Paradise: Love starts off with a bang, literally, as a group of autistic people slam into one another with bumper cars. The sequence is a powerful one and serves as a bit of irony when the main character preaches to the drivers to not get too wild, then later in film goes wild herself. A large amount of screaming is heard from people in the bumper cars but it appears to be out of pure pleasure, the result is an excellent display of our instinctive human desire to achieve fulfillment. And that ends up being one of the major themes of the film.
At the heart of the film is an overweight Austrian woman named Teresa who travels to the paradise beaches of Kenya to get a break from her daily grind. When she arrives at her beachside hotel, Teresa’s neat-freak personality is shown when she uses spray to disinfect everything in her room. Teresa and the rest of the vacationers stick out like sore thumbs as the close-knit group of women are all overweight and light skinned in a sea of thin dark skinned males. But unlike the other Austrian women of the group who flaunt their money around and treat the locals as their own personal sex slaves, Teresa is shy around them and is more concerned with relaxing on the beach by herself.
However, her innocence does not last long, which leads into to the other theme of the film, exploitation. Teresa is annoyed when all of the men harass her as she tries to walk the beaches, trying to sell her jewelry and claiming to give her the best deals.
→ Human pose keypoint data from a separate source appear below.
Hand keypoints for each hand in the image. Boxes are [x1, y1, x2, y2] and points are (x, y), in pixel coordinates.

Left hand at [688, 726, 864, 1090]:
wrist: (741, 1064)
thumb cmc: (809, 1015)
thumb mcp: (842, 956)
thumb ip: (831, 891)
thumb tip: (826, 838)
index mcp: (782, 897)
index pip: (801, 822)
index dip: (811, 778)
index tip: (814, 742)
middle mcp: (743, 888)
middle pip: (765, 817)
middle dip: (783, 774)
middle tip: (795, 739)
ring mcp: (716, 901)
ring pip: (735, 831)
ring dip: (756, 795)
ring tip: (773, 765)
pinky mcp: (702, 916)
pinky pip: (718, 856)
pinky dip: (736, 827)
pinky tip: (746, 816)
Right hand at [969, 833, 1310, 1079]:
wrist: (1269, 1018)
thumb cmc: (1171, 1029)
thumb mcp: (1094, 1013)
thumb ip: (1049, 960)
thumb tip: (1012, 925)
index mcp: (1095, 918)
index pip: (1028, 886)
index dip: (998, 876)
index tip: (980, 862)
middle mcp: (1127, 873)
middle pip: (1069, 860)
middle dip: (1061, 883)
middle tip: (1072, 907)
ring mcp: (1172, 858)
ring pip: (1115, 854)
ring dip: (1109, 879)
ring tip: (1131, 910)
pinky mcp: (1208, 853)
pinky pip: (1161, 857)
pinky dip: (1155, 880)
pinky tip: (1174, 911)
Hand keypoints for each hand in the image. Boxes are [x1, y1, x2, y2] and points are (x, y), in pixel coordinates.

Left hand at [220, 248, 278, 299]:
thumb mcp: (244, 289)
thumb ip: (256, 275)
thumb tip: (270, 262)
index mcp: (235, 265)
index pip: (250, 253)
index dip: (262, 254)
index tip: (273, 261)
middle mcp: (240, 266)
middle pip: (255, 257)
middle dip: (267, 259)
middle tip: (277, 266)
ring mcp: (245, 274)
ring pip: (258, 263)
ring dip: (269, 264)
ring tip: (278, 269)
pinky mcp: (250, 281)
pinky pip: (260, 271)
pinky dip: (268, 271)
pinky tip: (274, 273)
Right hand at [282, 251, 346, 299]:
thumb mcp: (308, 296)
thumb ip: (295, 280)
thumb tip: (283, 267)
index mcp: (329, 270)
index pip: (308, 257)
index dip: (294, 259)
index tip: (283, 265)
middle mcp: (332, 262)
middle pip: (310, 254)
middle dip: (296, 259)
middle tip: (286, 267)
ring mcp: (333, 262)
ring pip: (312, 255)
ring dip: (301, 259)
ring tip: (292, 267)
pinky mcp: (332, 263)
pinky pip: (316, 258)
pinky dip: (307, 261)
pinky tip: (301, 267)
One man tries to seduce her but she denies him by saying that he does not love her – finally exposing what she is ultimately perusing, love. Slowly she begins to accept and even embrace the attention they give her by using her money to love. But the question that lingers is what happens when she has no money left to give?
A transformation is easily seen as the same woman who was disinfecting her room at the beginning is seen rolling around naked in it by the end of the film. The same woman who refused to have sex with a man because she did not feel loved forgoes her restraints after she realizes how much power she has. She uses the locals to fulfill her desires and they use her for her money, the common ground is that everyone is treated like an object.
The picturesque scenery of sandy beaches and clear waters gives the illusion of paradise but serves as a great juxtaposition to the monstrosity that unfolds. And there is a lot of that going on in this film. As with most of Seidl’s films, Paradise: Love is a provocative film that does not hold back from showing harsh realities that are as hard to look away from as they are to look at. The film itself is incredibly simple and easy to follow, but what it captures are complex themes found in human nature. In Paradise: Love, Seidl explores areas that others either refuse or are simply too afraid to explore.